Development Trend of Digitally Deliverable Services

In this research, we describe the fast growth of digitally deliverable services in international trade and find the factors that can boost its development in different countries. The results can be supported by many scholars, whose researches also show that digitally deliverable services play an increasing growing role around the world (Obashi and Kimura, 2021; Suominen, 2021; Sebayang et al., 2022). Focusing on propositions related to the influencing factors of digital trade and digitally deliverable services, existing papers also found similar factors, such as ICT infrastructure, innovation capacity, and population, etc.

Digital infrastructure is the main influencing factors on digital economy and trade, from our study and existing research. Zatonatska et al. (2019) conducted research on the development of the Internet and e-commerce in European countries, such as Austria, Poland, and Ukraine, and showed that the spread of Internet technology has a significant impact on the development of e-commerce. At the same time, Internet technology and broadband Internet access have spread faster in low-income countries owing to the late diffusion of digital technologies. In contrast, Internet development in high-income countries is relatively mature, and the speed of technology dissemination has slowed. Abeliansky and Hilbert (2016) analyzed the bilateral goods export data of 122 countries by establishing a gravity model and found that the access quantity and quality of telecommunication infrastructure have a significant impact at the same time, and the impact of access quantity on developed countries is more obvious. The impact of access quality on developing countries is more obvious. Tan et al. (2021), by comparing the digital economy of Vietnam and other ASEAN countries, confirmed that ICT infrastructure and ICT such as the Internet are the driving factors of digital economy growth and emphasized the importance of digital government, active participation, and policy orientation.

Innovation capacity and population also show the growth potential and extensive degree of digital service trade. Barun et al. (2019) confirm that the number of people who have access to ICT, thus acquired competencies and skills which boost innovation capacity, plays an important role in the development of the digital economy in the Republic of Belarus. Kovtoniuk et al. (2021) analyzed the main factors influencing the development of digital trade in the United States, the United Kingdom, and China, indicating that the number of network servers and the share of the population using the Internet have a positive effect on the volume of digital trade, while the degree of protection of intellectual property rights has a negative effect. In addition, this study confirms that the largest digital trade growth rate will occur in China, but the most positive economic effects will be realized in the United States. Lu and Fu (2018) studied the factors affecting bilateral digital trade flows between China and other countries and pointed out that the education level of citizens and the availability of scientists and engineers have a significant impact on digital trade, while the digital infrastructure of exporting countries has no effect. They then explained it from the perspective of soft factors such as system and culture. In addition, papers also found that market openness has an effect on digital service trade. González and Ferencz (2018) point out the importance of market openness in the digital transformation of trade. Engaging in service trade, especially in digital services trade, is affected by market access, and from the perspective of policy makers, measures and recommendations for tackling digital trade are provided.

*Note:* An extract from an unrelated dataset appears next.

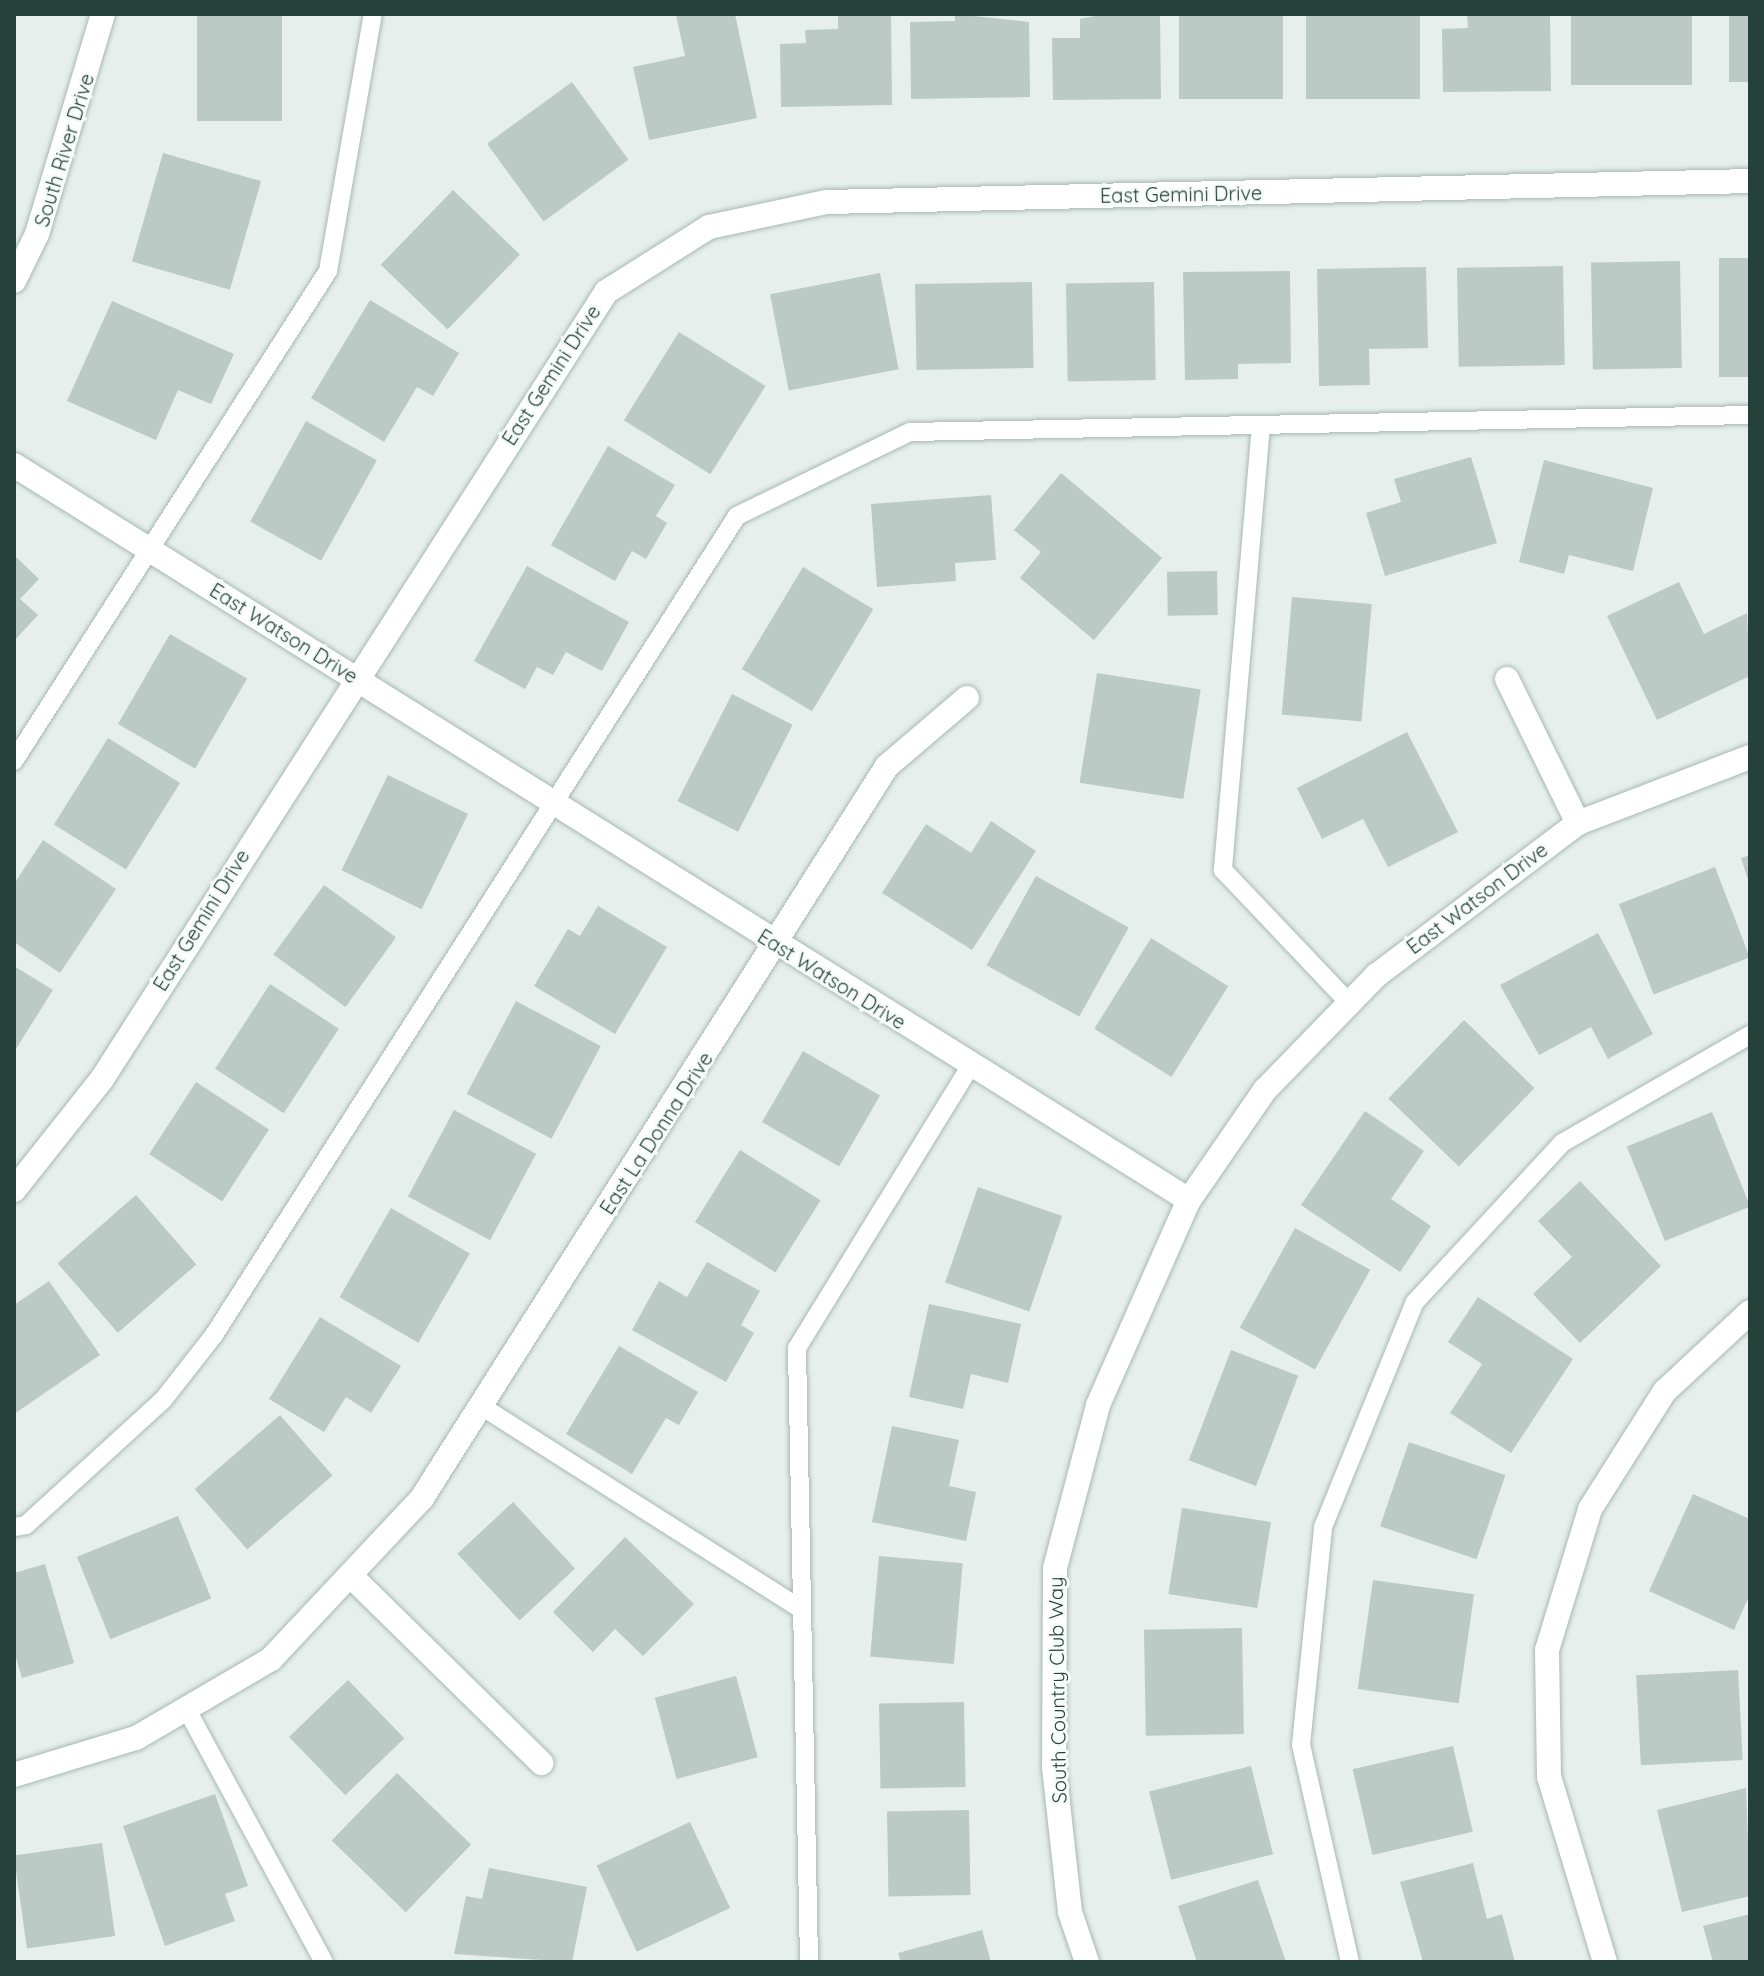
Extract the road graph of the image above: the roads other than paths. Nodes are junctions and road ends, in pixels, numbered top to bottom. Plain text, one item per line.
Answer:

Besides these factors above, this study adopts the idea of multi-factor analysis and focuses on the research object of digitally deliverable service trade. Research confirms that digital infrastructure, human capital, and STI have a significant effect on digitally deliverable services, among them STI has the strongest impact. In addition, the heterogeneity study also provides a theoretical basis for trying to bridge the trade divide in digitally deliverable services. The majority of middle-income countries enjoy their huge market potential contributed by population size, trade environment conditions, etc., in addition to increasing investment in core influencing factors, especially human capital. Therefore, such countries need to give full play to their own advantages in order to consolidate their competitiveness in greater digital trade development and surpass competitors at the right time.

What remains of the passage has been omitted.